Learn About the Personal Property Tax Deduction
Paying State Taxes Can Make You Eligible for a Federal Tax Deduction
A personal property tax is imposed by state or local tax authorities based on the value of an individual’s personal property, such as a tax that's imposed on the value of a car and assessed as part of the annual vehicle registration fee. It's also called an ad valorem tax.
Individuals can deduct personal property taxes paid during the year as an itemized deduction on Schedule A of their federal tax returns, but don't get too excited by that just yet. This deduction used to be unlimited until the Tax Cuts and Jobs Act came along, imposing an annual cap of $10,000. Married taxpayers who file separate returns are limited to $5,000.
You can still take the personal property tax deduction, but it might not be as much as it was in years past.
State Laws Can Vary
Each state sets its own rates and rules for personal property tax assessment, and they can vary considerably from one jurisdiction to the next. Local governments sometimes impose their own taxes as well. But IRS rules for federal treatment of these taxes apply to all.
What's Eligible to Be Deducted as Personal Property Tax?
The tax code defines personal property tax pretty simply: "The term 'personal property tax' means an ad valorem tax which is imposed on an annual basis in respect of personal property," according to Internal Revenue Code section 164(b)(1).
Treasury Regulations spell out three criteria for being able to deduct a personal property tax:
- The tax must be an ad valorem tax based on the value of the property.
- The tax must be imposed annually.
- The tax must be imposed on personal property.
The IRS defines personal property as "movable" property, as opposed to real estate, which is immovable. Examples include planes, boats, RVs, and motorcycles. If you're charged the tax only once when you purchase the property, it's excluded because it fails to meet the "imposed annually" test.
Claiming a Deduction for Personal Property Taxes
In addition to the $10,000 federal cap for the deduction, you must also itemize to claim it. This means forgoing the standard deduction, which is pretty significant in 2019: $12,200 for single taxpayers and married individuals who file separate returns, $18,350 for those who qualify as head of household, and $24,400 for those who are married and file joint returns.
You can't claim the standard deduction for your filing status and itemize other deductions, too, so it only makes sense to claim the personal property tax deduction if the total of all your itemized deductions for the year exceeds the amount of your standard deduction.

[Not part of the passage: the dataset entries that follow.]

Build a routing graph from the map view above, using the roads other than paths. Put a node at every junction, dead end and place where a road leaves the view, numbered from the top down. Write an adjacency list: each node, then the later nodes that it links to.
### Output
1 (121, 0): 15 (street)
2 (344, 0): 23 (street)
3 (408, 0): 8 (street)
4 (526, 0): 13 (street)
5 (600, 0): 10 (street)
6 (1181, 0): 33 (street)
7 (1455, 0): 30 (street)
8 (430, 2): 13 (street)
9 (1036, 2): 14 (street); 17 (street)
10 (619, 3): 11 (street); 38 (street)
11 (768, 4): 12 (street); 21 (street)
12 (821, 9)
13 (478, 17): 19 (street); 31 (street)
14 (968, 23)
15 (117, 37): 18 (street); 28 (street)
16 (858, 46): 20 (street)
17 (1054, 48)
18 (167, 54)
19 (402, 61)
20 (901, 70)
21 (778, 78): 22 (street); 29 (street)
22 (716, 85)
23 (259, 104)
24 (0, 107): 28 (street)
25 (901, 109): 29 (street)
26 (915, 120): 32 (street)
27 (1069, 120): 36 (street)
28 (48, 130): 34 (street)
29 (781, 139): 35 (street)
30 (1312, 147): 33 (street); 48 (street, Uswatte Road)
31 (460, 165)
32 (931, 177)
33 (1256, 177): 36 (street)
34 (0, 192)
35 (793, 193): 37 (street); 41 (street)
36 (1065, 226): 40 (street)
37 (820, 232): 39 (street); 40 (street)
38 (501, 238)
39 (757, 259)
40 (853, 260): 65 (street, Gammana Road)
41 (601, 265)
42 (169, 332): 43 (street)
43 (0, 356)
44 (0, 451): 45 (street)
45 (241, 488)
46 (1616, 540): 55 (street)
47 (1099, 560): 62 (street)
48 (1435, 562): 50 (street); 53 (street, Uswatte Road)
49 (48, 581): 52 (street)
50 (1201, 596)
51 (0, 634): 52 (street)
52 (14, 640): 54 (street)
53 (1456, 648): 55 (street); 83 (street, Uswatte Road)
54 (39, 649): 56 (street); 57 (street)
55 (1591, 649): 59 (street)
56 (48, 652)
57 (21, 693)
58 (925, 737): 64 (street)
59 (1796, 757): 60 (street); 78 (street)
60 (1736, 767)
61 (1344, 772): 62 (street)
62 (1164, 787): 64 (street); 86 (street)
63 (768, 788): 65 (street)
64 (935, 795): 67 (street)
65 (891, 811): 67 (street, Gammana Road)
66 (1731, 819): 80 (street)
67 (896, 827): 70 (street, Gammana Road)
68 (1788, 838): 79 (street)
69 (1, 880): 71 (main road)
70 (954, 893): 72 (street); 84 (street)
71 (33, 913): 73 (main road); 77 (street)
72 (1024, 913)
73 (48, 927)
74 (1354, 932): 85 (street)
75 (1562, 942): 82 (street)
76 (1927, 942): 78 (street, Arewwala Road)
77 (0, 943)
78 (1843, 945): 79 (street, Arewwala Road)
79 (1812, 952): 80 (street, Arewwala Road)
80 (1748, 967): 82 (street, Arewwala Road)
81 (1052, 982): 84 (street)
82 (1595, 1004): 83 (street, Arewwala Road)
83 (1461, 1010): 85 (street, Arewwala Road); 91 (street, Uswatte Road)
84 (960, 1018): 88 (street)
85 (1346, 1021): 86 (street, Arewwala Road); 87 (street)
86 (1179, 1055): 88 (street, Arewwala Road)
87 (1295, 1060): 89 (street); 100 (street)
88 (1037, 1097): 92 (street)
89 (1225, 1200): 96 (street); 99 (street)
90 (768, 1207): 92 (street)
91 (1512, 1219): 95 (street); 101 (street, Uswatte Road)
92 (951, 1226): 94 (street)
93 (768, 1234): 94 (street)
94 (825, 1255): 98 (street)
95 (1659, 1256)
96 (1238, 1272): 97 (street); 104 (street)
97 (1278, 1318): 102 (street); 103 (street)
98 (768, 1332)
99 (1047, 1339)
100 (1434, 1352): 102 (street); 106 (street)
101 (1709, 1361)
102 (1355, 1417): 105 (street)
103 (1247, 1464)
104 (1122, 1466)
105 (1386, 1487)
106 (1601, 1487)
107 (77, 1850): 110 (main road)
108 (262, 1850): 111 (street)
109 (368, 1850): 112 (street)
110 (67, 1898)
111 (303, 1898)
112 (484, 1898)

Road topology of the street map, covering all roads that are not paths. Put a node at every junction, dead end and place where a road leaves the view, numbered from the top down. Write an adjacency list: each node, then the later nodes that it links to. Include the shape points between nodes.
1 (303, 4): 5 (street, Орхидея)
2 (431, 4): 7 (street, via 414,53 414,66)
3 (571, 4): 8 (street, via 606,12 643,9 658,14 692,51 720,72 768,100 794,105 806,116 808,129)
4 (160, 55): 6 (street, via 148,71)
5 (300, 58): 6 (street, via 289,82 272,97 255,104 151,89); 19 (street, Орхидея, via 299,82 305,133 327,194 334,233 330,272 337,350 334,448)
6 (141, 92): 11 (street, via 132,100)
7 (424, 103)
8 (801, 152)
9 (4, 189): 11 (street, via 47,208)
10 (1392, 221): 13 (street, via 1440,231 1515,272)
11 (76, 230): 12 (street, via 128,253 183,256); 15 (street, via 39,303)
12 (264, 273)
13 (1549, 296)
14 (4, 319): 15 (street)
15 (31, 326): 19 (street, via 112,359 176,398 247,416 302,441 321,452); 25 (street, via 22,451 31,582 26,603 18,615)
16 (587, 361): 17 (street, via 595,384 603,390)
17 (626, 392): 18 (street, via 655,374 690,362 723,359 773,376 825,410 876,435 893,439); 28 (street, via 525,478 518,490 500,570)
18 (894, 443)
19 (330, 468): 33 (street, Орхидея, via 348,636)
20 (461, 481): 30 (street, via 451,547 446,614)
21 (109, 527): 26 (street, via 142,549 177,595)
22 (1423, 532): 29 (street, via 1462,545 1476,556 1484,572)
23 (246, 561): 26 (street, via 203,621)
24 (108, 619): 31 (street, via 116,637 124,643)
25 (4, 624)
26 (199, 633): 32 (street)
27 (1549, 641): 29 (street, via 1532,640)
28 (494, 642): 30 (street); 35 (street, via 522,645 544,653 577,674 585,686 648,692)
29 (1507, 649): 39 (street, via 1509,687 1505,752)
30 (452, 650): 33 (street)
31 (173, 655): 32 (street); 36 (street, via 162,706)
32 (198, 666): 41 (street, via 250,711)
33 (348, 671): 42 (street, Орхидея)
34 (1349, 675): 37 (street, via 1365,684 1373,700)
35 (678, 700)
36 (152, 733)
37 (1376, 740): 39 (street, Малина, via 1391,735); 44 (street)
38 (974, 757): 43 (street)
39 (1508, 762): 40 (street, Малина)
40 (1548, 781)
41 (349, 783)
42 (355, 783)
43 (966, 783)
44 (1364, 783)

If you do decide to itemize, this deduction goes on line 7 of Schedule A, which you must file with your tax return.
Vehicle Registration Fees
Vehicle registration fees are sometimes based partly on the value of the property and partly on other factors. Only the portion that's based on the value of the property can be deducted for tax purposes. The IRS states in Publication 17:
"A tax...can be considered charged on personal property even if it is for the exercise of a privilege. For example, a yearly tax based on value qualifies as a personal property tax even if it is called a registration fee and is for the privilege of registering motor vehicles or using them on the highways. If the tax is partly based on value and partly based on other criteria, it may qualify in part."
Personal Property Taxes on Business Equipment
If personal property is used partly for business and partly for personal use, the business portion is deducted as a business expense and the remainder as a personal deduction on the taxpayer's personal Schedule A.
Keep any documents that specify how much personal property tax you paid during the year. This might be an annual vehicle registration statement that indicates what portion of the registration fee qualifies to be deducted as personal property tax.
The Impact of the Alternative Minimum Tax
The deduction for personal property taxes is an adjustment item for calculating the alternative minimum tax (AMT). This means that personal property taxes are deductible when calculating your regular federal income tax, but they're not deductible when you're calculating the AMT.
Taxpayers who are impacted by the AMT will obtain little or no reduction in their federal tax liability by using the personal property tax deduction.